De fato, alguns médicos chegam a exigir o consentimento da família para 'diagnosticar transexualidade' ou para prescrever outro tipo de tratamento, como o hormonal, de acordo com um relatório da Anistia Internacional.

Por isso, a família representa a primeira pedra no caminho das pessoas transgênero, analisou Ah Qiang, diretor executivo da ONG Pflag China.

"Dizer que é homossexual já gera rejeição na família, mas é depois, no momento de admitir que busca uma mudança de sexo, que os pais reagem das piores maneiras. É um duplo processo de aceitação", frisou.

Essa discriminação também fica clara no trabalho. Muitas pessoas trans não conseguem determinados empregos por não coincidirem a aparência com o sexo que aparece no documento de identidade.
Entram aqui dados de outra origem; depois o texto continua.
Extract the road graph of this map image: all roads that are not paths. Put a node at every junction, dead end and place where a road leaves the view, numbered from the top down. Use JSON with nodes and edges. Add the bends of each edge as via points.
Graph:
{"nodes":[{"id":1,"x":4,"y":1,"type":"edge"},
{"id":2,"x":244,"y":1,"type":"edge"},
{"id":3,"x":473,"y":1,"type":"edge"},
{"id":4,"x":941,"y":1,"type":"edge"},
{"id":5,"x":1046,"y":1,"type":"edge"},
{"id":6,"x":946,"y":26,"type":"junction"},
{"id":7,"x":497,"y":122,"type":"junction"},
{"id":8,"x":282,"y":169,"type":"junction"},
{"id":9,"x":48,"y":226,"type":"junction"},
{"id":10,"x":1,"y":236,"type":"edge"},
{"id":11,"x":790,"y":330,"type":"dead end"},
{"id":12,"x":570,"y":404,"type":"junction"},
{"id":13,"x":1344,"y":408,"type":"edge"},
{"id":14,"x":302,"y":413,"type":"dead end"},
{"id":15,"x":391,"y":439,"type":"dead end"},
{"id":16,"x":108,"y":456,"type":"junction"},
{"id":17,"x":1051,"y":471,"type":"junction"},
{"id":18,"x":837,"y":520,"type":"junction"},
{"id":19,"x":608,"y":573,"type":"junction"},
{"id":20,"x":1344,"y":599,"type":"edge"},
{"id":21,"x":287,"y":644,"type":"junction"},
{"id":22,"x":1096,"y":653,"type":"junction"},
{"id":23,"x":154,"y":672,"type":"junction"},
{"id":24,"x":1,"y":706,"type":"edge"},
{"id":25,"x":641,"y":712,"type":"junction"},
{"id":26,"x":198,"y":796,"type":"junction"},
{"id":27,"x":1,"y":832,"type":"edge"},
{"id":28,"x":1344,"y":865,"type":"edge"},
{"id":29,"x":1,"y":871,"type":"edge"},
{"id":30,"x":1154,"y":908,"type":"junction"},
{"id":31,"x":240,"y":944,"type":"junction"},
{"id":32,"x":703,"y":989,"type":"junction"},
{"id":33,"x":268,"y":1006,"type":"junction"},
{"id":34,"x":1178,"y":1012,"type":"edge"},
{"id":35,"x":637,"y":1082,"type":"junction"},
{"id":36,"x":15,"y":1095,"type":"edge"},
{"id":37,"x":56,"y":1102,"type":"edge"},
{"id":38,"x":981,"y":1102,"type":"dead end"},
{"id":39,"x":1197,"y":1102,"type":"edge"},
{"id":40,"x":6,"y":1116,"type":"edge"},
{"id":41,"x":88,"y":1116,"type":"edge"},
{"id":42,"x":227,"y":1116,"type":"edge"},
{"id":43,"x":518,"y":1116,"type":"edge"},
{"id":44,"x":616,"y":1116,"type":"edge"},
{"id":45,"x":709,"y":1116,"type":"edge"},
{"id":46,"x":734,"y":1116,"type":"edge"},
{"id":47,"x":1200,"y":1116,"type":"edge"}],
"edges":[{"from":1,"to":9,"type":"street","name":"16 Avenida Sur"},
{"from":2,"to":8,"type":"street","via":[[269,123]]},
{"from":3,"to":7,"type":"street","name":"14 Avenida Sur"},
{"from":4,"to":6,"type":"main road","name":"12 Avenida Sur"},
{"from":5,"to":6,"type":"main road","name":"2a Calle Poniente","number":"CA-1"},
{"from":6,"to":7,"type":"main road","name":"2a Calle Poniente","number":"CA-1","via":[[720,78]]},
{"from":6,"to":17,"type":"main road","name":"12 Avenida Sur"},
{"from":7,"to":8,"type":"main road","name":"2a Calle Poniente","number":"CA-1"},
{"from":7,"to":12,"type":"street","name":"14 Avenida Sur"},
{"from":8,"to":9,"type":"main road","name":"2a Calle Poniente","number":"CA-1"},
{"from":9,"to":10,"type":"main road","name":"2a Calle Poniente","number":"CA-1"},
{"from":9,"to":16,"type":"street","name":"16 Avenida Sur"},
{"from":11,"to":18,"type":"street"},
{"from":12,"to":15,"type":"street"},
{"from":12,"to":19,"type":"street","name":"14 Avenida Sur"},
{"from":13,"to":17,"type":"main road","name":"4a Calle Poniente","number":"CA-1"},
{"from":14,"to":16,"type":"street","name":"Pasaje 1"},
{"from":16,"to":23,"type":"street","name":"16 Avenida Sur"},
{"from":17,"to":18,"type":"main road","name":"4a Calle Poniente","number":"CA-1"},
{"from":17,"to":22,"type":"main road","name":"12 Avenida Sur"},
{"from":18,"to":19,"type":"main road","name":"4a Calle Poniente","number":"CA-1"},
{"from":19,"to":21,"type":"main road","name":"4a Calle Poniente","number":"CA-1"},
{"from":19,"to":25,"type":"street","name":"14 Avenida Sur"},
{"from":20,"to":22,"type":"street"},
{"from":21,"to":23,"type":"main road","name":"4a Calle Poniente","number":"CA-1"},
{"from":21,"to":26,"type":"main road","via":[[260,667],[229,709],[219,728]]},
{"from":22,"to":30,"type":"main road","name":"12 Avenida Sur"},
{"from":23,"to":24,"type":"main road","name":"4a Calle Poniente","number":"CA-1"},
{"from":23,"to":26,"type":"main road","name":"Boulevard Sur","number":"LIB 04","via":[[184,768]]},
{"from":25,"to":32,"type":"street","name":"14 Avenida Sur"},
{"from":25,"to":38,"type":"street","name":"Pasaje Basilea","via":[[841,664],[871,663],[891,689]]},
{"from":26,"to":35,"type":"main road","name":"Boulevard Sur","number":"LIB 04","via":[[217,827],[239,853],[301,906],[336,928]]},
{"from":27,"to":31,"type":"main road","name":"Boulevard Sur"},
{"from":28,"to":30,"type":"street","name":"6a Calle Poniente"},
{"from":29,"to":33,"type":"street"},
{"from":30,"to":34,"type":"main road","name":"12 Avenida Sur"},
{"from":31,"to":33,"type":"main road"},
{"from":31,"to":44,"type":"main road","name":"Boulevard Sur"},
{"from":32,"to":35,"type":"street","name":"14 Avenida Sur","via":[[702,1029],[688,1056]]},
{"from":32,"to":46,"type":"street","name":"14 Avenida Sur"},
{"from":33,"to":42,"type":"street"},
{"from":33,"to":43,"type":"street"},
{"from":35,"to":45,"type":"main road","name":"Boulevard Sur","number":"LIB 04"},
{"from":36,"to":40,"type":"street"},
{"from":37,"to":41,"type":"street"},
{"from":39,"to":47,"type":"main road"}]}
Também não é possível alterar o sexo nos diplomas acadêmicos, mesmo depois da mudança no documento de identidade, o que frequentemente obriga essas pessoas a se contentarem com postos de trabalho de menor qualificação.

"Um proprietário não quis alugar um apartamento porque a minha aparência não coincidia com o sexo que está na minha carteira de identidade", lembrou H.C.

Quanto ao número de indivíduos transgênero na China, as estimativas variam de 100 mil a quase 4 milhões (conforme calculou a organização Asia Catalyst em 2013), números que contrastam com a total ausência de dados oficiais devido ao desinteresse generalizado neste grupo.

Mas há exceções, como o Terceiro Hospital da Universidade de Pequim, famoso entre a comunidade trans pela presença de uma equipe multidisciplinar encarregada de atender essas pessoas.

Um dos integrantes dessa equipe é Pan Bailin, um jovem cirurgião plástico que começou a se interessar pelas pessoas transgênero há anos e que agora se dedica a proporcionar um "atendimento médico integral, profissional e humano".

"Os pais têm muitas dificuldades para assumir que os filhos são transgênero, inclusive quando recebem atendimento médico adequado. A educação familiar e a popularização da ciência são aspectos nos quais deveríamos nos concentrar durante algum tempo", destacou.

De qualquer forma, embora já tenham ocorrido "muitos" avanços nos últimos anos, na opinião de H.C. ainda há um longo caminho a ser percorrido, principalmente no que se refere ao consentimento familiar para as cirurgias, que precisa eliminado com urgência.

"Agora há médicos que estão conosco, mas isso não é suficiente. O governo tem que nos apoiar e fazer algo por nós", ressaltou a ativista.